分解する場合、まずは FD 挿入口とは反対側にあるシークモーターの電源線と、ヘッドロード機構のソレノイドへ繋がる制御線を端子から取り外します ( この工程に関しては FDD 内部を破損させる確率を下げる為、出来るだけ上側の蓋を外す前に行う事をおすすめします ) 。

参考写真-7

次に、上側と下側の二種類に分かれている FDD 内部の制御基板のうち、上側にある制御基板を固定しているねじを取り外します。

参考写真-8

FDD 中央部よりも FD 挿入口寄りの場所に有る、横渡しの金具 ( 梁 ) を取り外しますが、この金具は上側にある制御基板の支持金物の役割もしている関係上、乱暴に扱うと制御基板を破損させますので注意してください。

横渡しの金具は最初に、FFC がある方から取り外します。

参考写真-9

写真で拡大した部分を取り外すコツは、最初にクリアランスの分だけ上へ持ち上げてから、FD 挿入口とは反対の方向へスライドさせます ( 写真はスライドさせた後です ) 。

参考写真-10

今度は FDD 本体の金属枠から少し浮き上がる程度まで持ち上げたら、先ほどとは反対側の方向へスライドさせると、金具を取り外す事が出来ます。

参考写真-11

金物を取り外すと、上側にある制御基板が多少は自由に動かせる状態になります。

この状態となったら、取り外した金具のすぐ傍にある FFC のうち、下側の制御基板へ繋がる白い方の FFC を取り外し、次いで上側にある制御基板に接続されているトラック 0 センサーのフラットケーブルを取り外します。 ( FDD 本体の金属枠と制御基板の隙間に、ピンセットを突っ込んで取り外すと良いでしょう ) 

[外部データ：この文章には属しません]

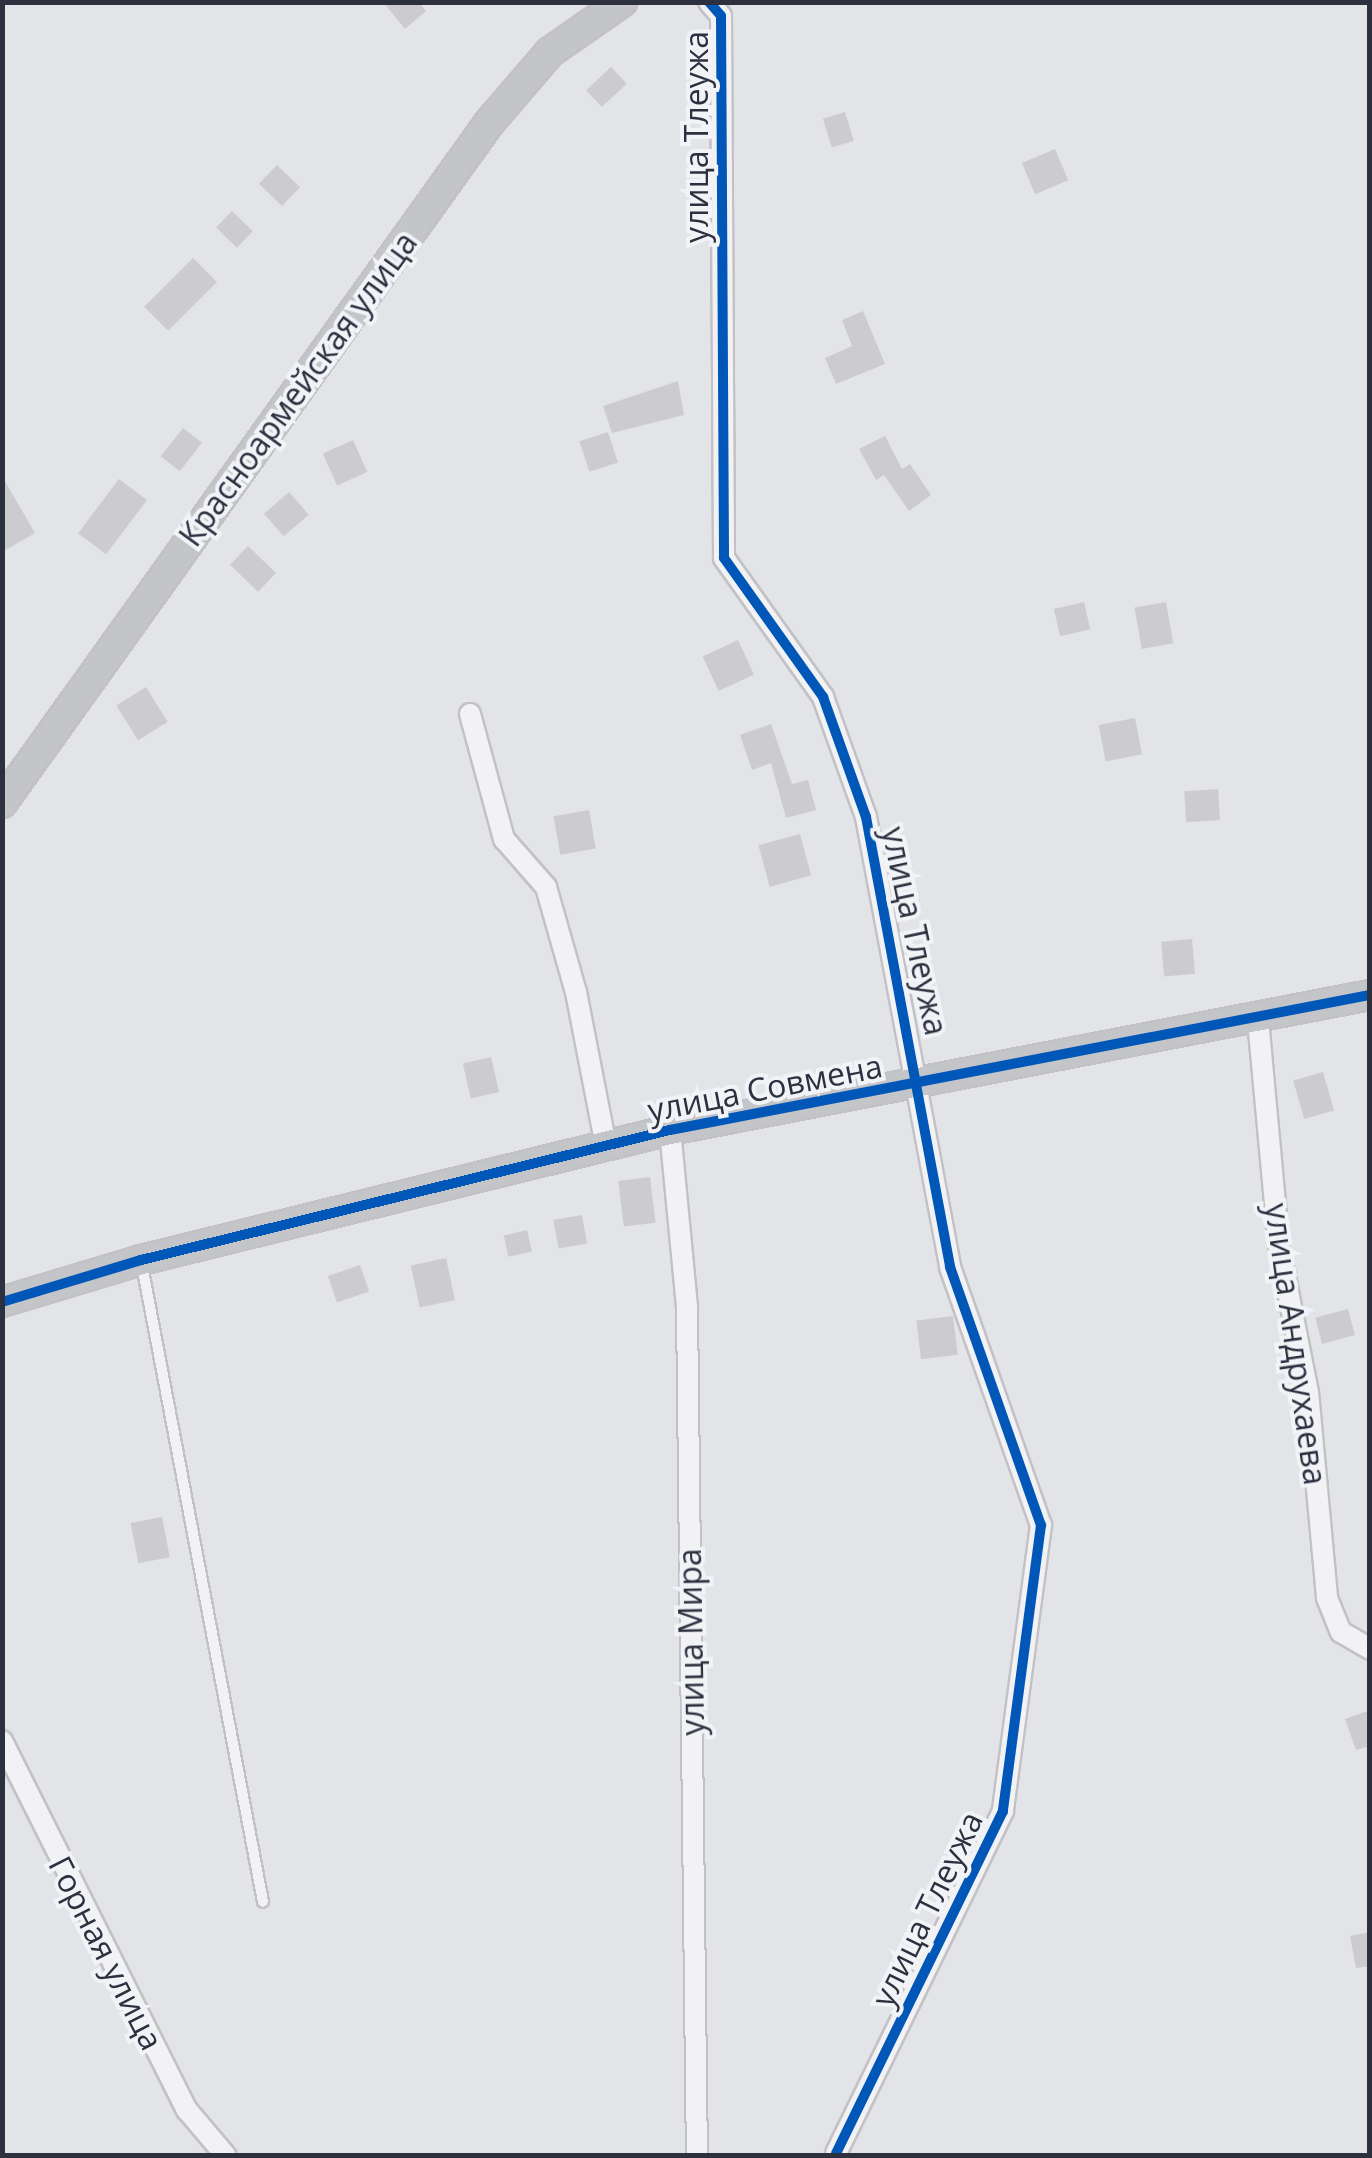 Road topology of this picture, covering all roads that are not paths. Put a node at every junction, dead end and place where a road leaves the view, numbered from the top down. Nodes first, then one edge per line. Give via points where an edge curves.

本来であれば、更にヘッドへ繋がる FFC も取り外した方が作業性は良いのですが、FFC を傷付ける危険性が高いため、私はヘッドへ繋がる FFC へ余計な張力を与えないよう注意しながら、基板を FDD 本体の金属枠よりも外側へ仮置きしました。

参考写真-12

FD を固定する金具は、下側、上側、FD 挿入口とは反対側の三種類に分かれている金具のうち、FD 挿入口とは反対側の金具をピンセットなどで押さえながら下側の金具を奥へ押し込むと、上側の金具の取り外しが可能になります。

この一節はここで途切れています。